Edito 1 : Janvier 2013 - Concert, Ciné Concerts Hitchcock, Renoir, Flaherty, Keaton et Lloyd

Chaque nouvelle année qui commence, en plus de permettre l'échange des voeux avec nos proches, nous invite également à penser à "nos prochains", dans le sens de nos contemporains bien sûr, mais aussi des "prochains projets" ou "prochaines rencontres" auxquels on se prépare sans les connaître complètement; pour leur permettre de pouvoir peut-être, s'incarner demain. 
Cette belle perspective est particulièrement présente en ce mois de janvier 2013 qui nous permettra de rendre visite, (les 10, 19, 22, 25, 27, 28, 29, 30 et 31) à cinq réalisateurs faisant maintenant partie des proches, grâce aux nombreuses visites consacrées à eux lors de ciné concerts passés.
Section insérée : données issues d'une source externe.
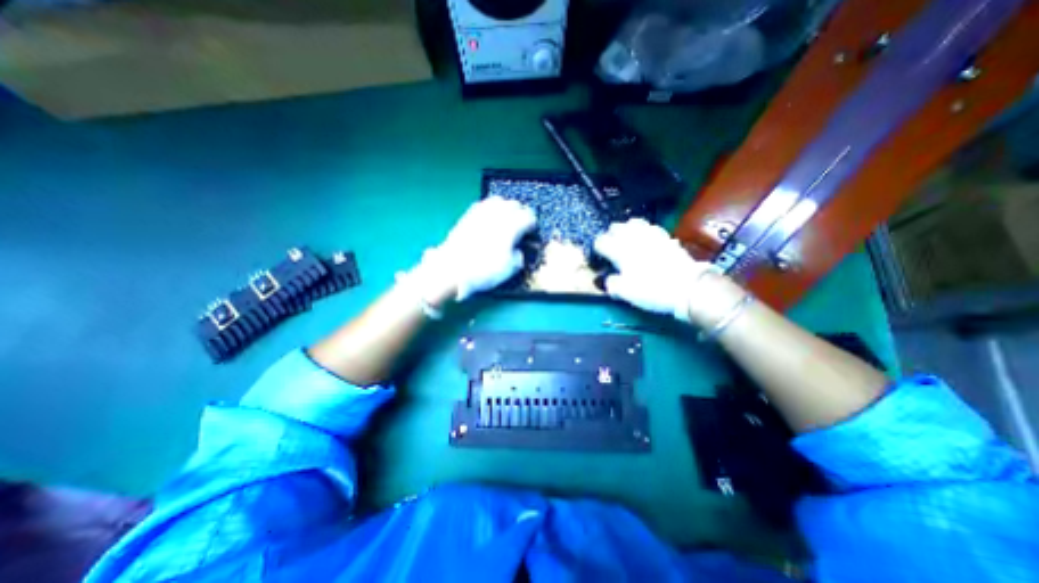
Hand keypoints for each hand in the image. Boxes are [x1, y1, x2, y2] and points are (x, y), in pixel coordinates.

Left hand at [416, 199, 533, 301]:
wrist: (452, 268)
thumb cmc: (484, 270)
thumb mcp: (510, 269)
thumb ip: (519, 256)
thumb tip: (517, 249)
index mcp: (512, 225)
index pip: (529, 217)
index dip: (532, 225)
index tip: (531, 233)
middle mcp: (498, 214)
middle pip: (515, 205)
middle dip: (521, 214)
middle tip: (520, 227)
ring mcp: (482, 212)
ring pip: (500, 201)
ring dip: (506, 208)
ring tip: (506, 220)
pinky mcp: (469, 214)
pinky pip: (484, 204)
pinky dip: (491, 209)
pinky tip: (490, 219)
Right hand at [593, 217, 746, 327]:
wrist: (688, 287)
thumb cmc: (652, 290)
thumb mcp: (625, 292)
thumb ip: (611, 283)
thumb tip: (607, 279)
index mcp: (620, 250)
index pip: (601, 241)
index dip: (597, 249)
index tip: (599, 258)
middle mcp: (633, 238)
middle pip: (615, 227)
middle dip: (609, 235)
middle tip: (611, 248)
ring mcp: (651, 235)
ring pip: (632, 222)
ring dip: (626, 230)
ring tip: (626, 240)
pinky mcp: (665, 236)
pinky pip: (650, 227)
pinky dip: (643, 230)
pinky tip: (645, 239)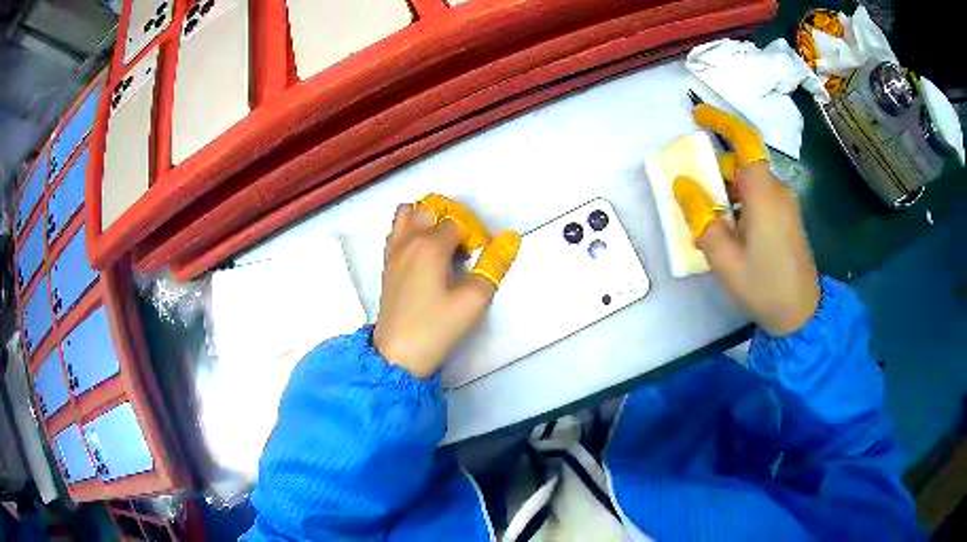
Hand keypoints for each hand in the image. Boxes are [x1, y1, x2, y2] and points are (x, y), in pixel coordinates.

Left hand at [374, 196, 519, 377]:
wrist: (398, 354)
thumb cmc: (437, 327)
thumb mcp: (474, 299)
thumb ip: (494, 265)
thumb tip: (510, 238)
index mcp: (430, 245)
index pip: (459, 222)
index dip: (476, 235)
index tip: (481, 257)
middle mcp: (408, 240)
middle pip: (430, 207)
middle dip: (453, 217)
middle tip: (466, 244)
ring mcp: (393, 250)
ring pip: (408, 213)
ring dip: (428, 217)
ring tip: (443, 241)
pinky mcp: (387, 264)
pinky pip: (397, 230)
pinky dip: (411, 229)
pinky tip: (425, 253)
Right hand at [674, 105, 819, 335]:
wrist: (801, 314)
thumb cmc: (763, 285)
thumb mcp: (723, 257)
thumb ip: (701, 217)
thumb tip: (683, 184)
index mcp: (763, 193)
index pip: (744, 141)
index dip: (721, 122)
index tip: (697, 117)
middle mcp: (777, 190)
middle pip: (742, 165)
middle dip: (716, 173)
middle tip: (696, 202)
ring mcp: (785, 205)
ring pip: (750, 183)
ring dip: (727, 193)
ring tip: (714, 229)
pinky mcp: (788, 219)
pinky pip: (759, 198)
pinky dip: (740, 204)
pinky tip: (733, 235)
Qu'ils aient pour nom Jean Renoir, Harold Lloyd, Alfred Hitchcock, Buster Keaton ou Robert Flaherty, leur pensée d'ombre et de lumière est toujours vivace, et ne demande que l'étincelle du moment musical pour jaillir à nouveau, l'espace d'un éternel instant.


Et n'oublions pas que sans les collectionneurs privés et Archives nationales et régionales du film, toutes ces oeuvres seraient perdues pour tous et pour toujours. A signaler donc, la très belle brocante annuelle de Cinémachina, qui se tiendra à la condition publique de Tourcoing le 21 janvier prochain, sous la houlette experte de Daniel Najberg.  





10 janvier 2013 à 20h30
Cinéma Apollo de Châteauroux, une "Pour-Suite" musicale autour de : 
Tabou de Miguel Gomes
Portugal - Brésil - Allemagne - France / 2012 - 118' -  v.o sous-titrée, avec Laura Soveral
Prix de la critique internationale, Prix Alfred Bauer festival de Berlin 2012
Piano solo, Jacques Cambra

Tabou de Miguel Gomes / © Shella Distribution
Mais pour commencer, une première (dans tous les sens du terme) aura lieu dans deux jours, au Cinéma Apollo de Châteauroux, à l'initiative de Bénédicte Dominé, sa directrice.
Je suis donc invité, à jouer non pas comme à mon habitude, pendant la projection d'un film muet des années 1920, mais cette fois pour une "Pour-Suite pianistique" après un film sonore contemporain (faisant toutefois magnifiquement appel dans sa deuxième partie aux fascinantes ressources du cinéma muet). Il s'agit du film Tabou du réalisateur portugais Miguel Gomes, sorti sur les écrans le 4 décembre dernier.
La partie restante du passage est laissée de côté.